Coordinating Data Structures and Implementation
Decades ago, computers were slow enough that you had less actual, practical flexibility in selecting and defining data structures of the kind people may use in desktop and server programs today. RAM was smaller in size, CPU cycles took longer, and storage devices ranged from a few thousand to a few million bytes. A period of time existed in which CPU speeds climbed dramatically but in hindsight, that only lasted a short while. Although CPUs do not see such sharp increases in speed every few years, they are nonetheless sped up by other means in each new release. RAM capacities today in desktop and server environments seem sufficient for many applications and we now have more choices between immense storage capacity versus very fast storage that still range between modest to sizable depending on cost. Soon, wireless network speeds and reliability may increase enough to justify expanded use of network communications. Even with the largess we see in computer speed and capacity, there remains a cost associated with different data types, data structures, and algorithms.
Kurt Guntheroth describes the performance situation well in his book, Optimized C++: Proven Techniques for Heightened Performance. The preface to the book summarizes the performance impacting conditions today. The book has excellent tips in general that you will find useful when attempting to resolve performance problems. That includes those involving data structures as there can be surprises in C++ data structures that contrast with common knowledge about the benefits of a given representation. Moreover, an area where you can see issues in data structure choices are those scenarios in which a given data structure usage retains too much data or is otherwise unsuited to the operations applied to them based on the actual data involved. The C++ language in particular along with C are well suited to address many optimization issues while maintaining your ability to sustain the overall structure of a program. The most common advice today is to avoid optimizing the program’s implementation too early and instead focus on the design and organization first.
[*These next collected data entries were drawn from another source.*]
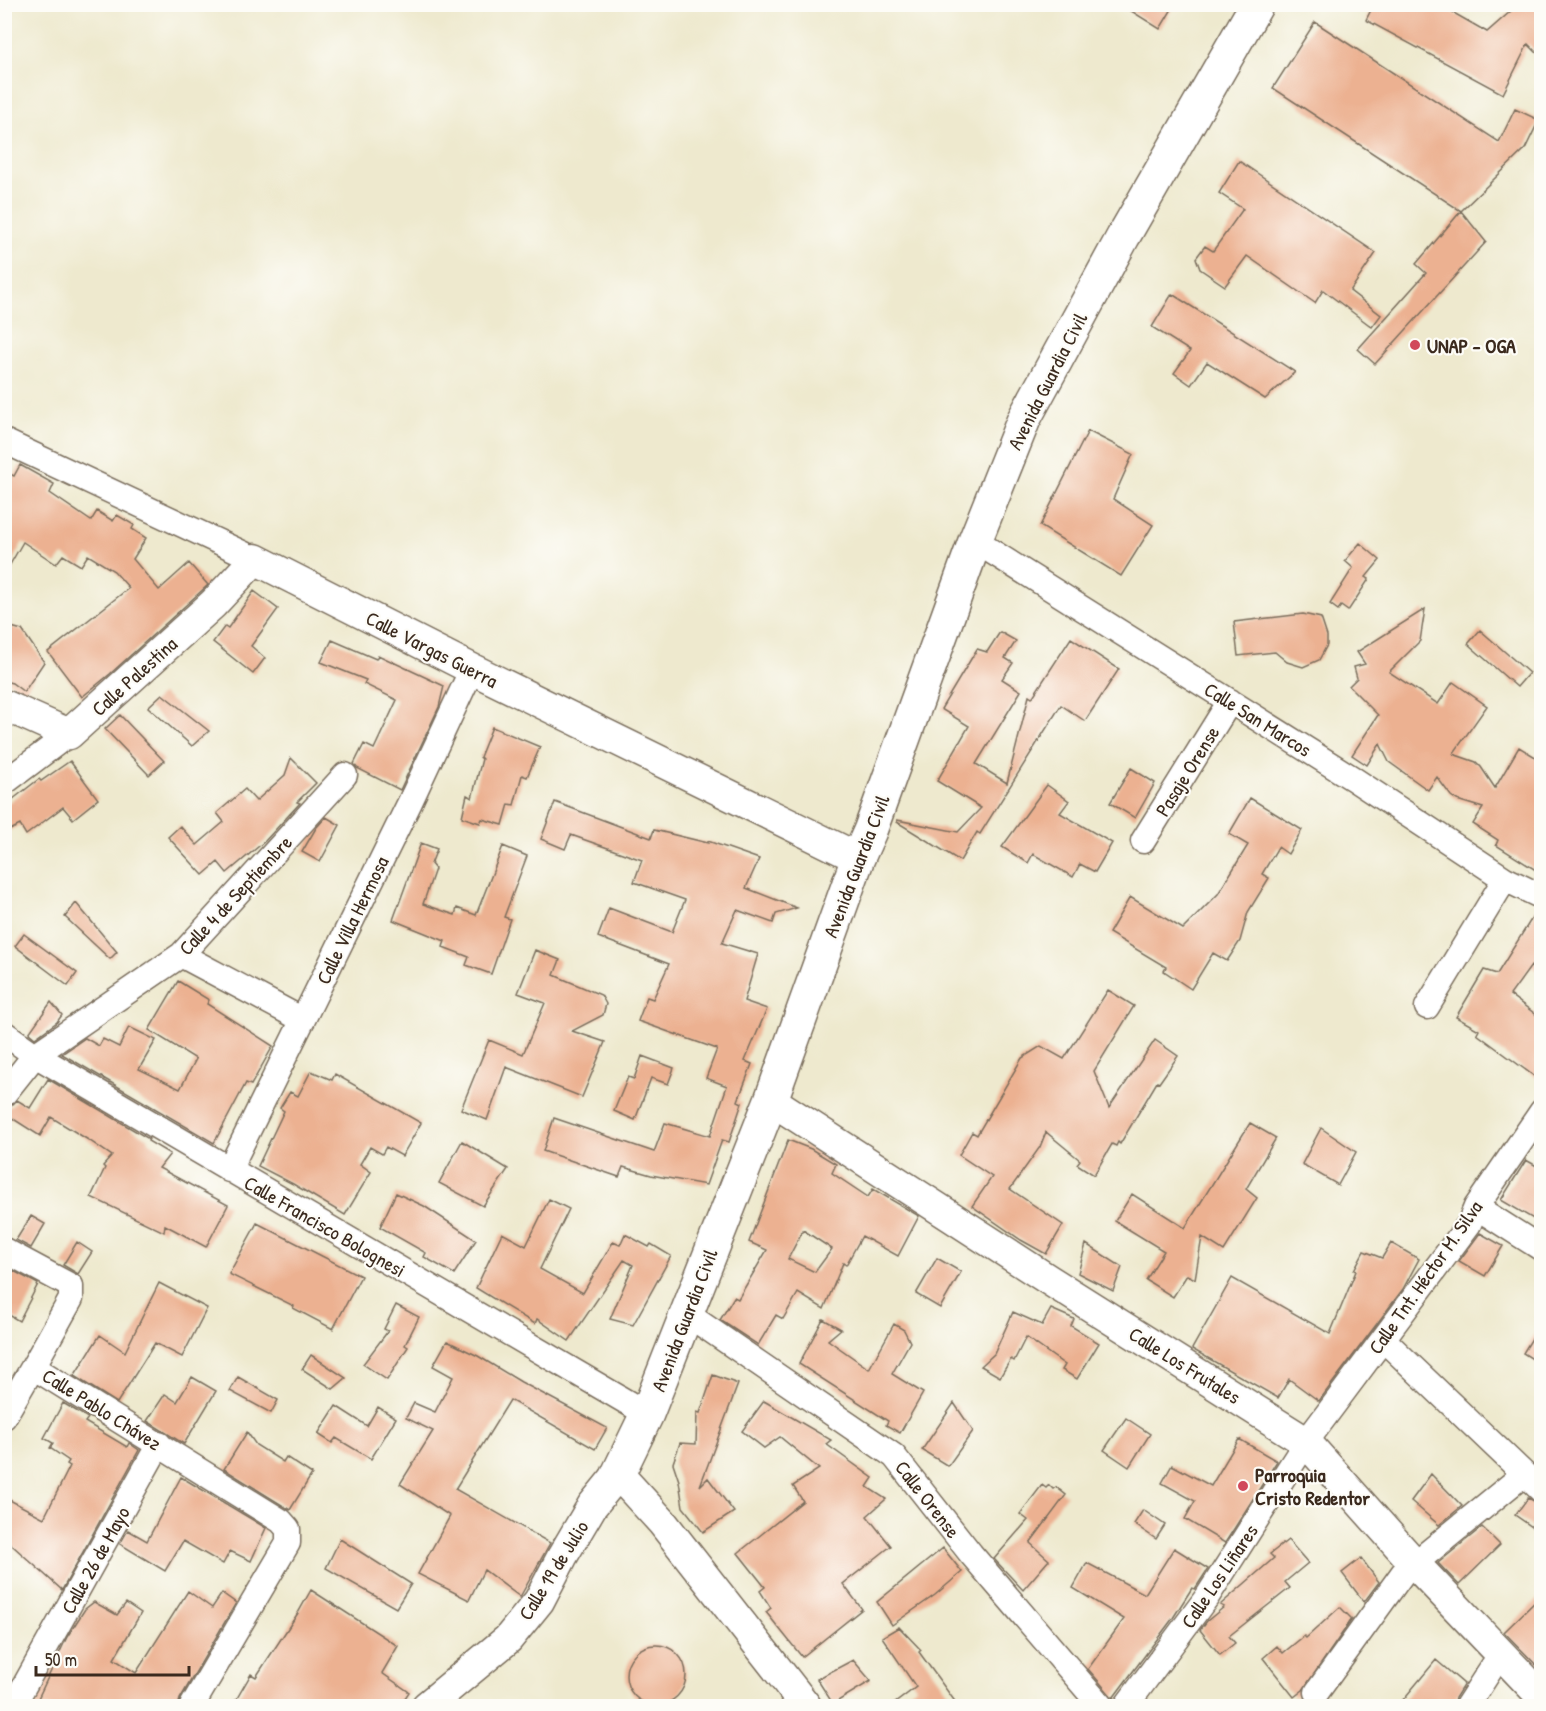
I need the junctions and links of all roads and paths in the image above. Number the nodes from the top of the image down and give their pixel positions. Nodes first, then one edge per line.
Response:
1 (1257, 4) edge
2 (4, 441) edge
3 (975, 542) junction
4 (255, 559) junction
5 (472, 669) junction
6 (1230, 702) junction
7 (4, 705) edge
8 (69, 734) junction
9 (345, 775) dead end
10 (4, 783) edge
11 (1143, 841) dead end
12 (858, 858) junction
13 (1505, 879) junction
14 (1542, 897) edge
15 (181, 955) junction
16 (1427, 1007) dead end
17 (303, 1020) junction
18 (4, 1033) edge
19 (35, 1054) junction
20 (4, 1094) edge
21 (771, 1100) junction
22 (1542, 1111) edge
23 (229, 1170) junction
24 (1476, 1207) junction
25 (1542, 1249) edge
26 (4, 1250) edge
27 (687, 1314) junction
28 (1383, 1339) junction
29 (33, 1366) junction
30 (647, 1414) junction
31 (4, 1417) edge
32 (1306, 1442) junction
33 (159, 1444) junction
34 (618, 1474) junction
35 (1523, 1475) junction
36 (1542, 1491) edge
37 (1415, 1564) junction
38 (1500, 1655) junction
39 (1317, 1692) dead end
40 (1542, 1697) edge
41 (13, 1707) edge
42 (192, 1707) edge
43 (428, 1707) edge
44 (806, 1707) edge
45 (1101, 1707) edge
46 (1126, 1707) edge
47 (1467, 1707) edge

1 - 3 main road, Avenida Guardia Civil
2 - 4 street, Calle Vargas Guerra
3 - 6 street, Calle San Marcos
3 - 12 main road, Avenida Guardia Civil
4 - 5 street, Calle Vargas Guerra
4 - 8 street, Calle Palestina
5 - 12 street, Calle Vargas Guerra
5 - 17 street, Calle Villa Hermosa
6 - 11 street, Pasaje Orense
6 - 13 street, Calle San Marcos
7 - 8 street
8 - 10 street, Calle Palestina
9 - 15 street, Calle 4 de Septiembre
12 - 21 main road, Avenida Guardia Civil
13 - 14 street, Calle San Marcos
13 - 16 street
15 - 17 street
15 - 19 street, Calle 4 de Septiembre
17 - 23 street, Calle Villa Hermosa
18 - 19 street, Calle Francisco Bolognesi
19 - 20 street, Calle 4 de Septiembre
19 - 23 street, Calle Francisco Bolognesi
21 - 27 main road, Avenida Guardia Civil
21 - 32 street, Calle Los Frutales
22 - 24 street, Calle Tnt. Héctor M. Silva
23 - 30 street, Calle Francisco Bolognesi
24 - 25 street
24 - 28 street, Calle Tnt. Héctor M. Silva
26 - 29 street, Calle Pablo Chávez
27 - 30 main road, Avenida Guardia Civil
27 - 45 street, Calle Orense
28 - 32 street, Calle Tnt. Héctor M. Silva
28 - 35 street
29 - 31 street
29 - 33 street, Calle Pablo Chávez
30 - 34 main road, Avenida Guardia Civil
32 - 37 street, Calle Los Frutales
32 - 46 street, Calle Los Liñares
33 - 41 street, Calle 26 de Mayo
33 - 42 street, Calle Pablo Chávez
34 - 43 street, Calle 19 de Julio
34 - 44 street
35 - 36 street
35 - 37 street
37 - 38 street, Calle Los Frutales
37 - 39 street
38 - 40 street, Calle Los Frutales
38 - 47 street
I agree with that most of the time but also add that you should avoid unnecessary and obvious excesses in the design and implementation.
A Design Mindset
This article and the 4 that precede it bear the theme of striving for the right thought foundation in order to successfully build a program. Television and movies glorify the hacker mindset, and there is a place and “moment” for that but overall, a mindset that focuses less on tricks than on process is generally how most successful programs originate. You may notice that there is little in this article about C++ and UI programs specifically. Indeed, the information conveyed applies to all programming languages and program types. However, C++ has a reputation for being difficult and complex to use. Observing the right mindset actually makes the application of C++ more straightforward resulting in a software program that is more likely to benefit from what C++ has to offer. The articles that follow after this one will be more implementation and C++ specific. Hopefully, you are aware of this article before diving into them.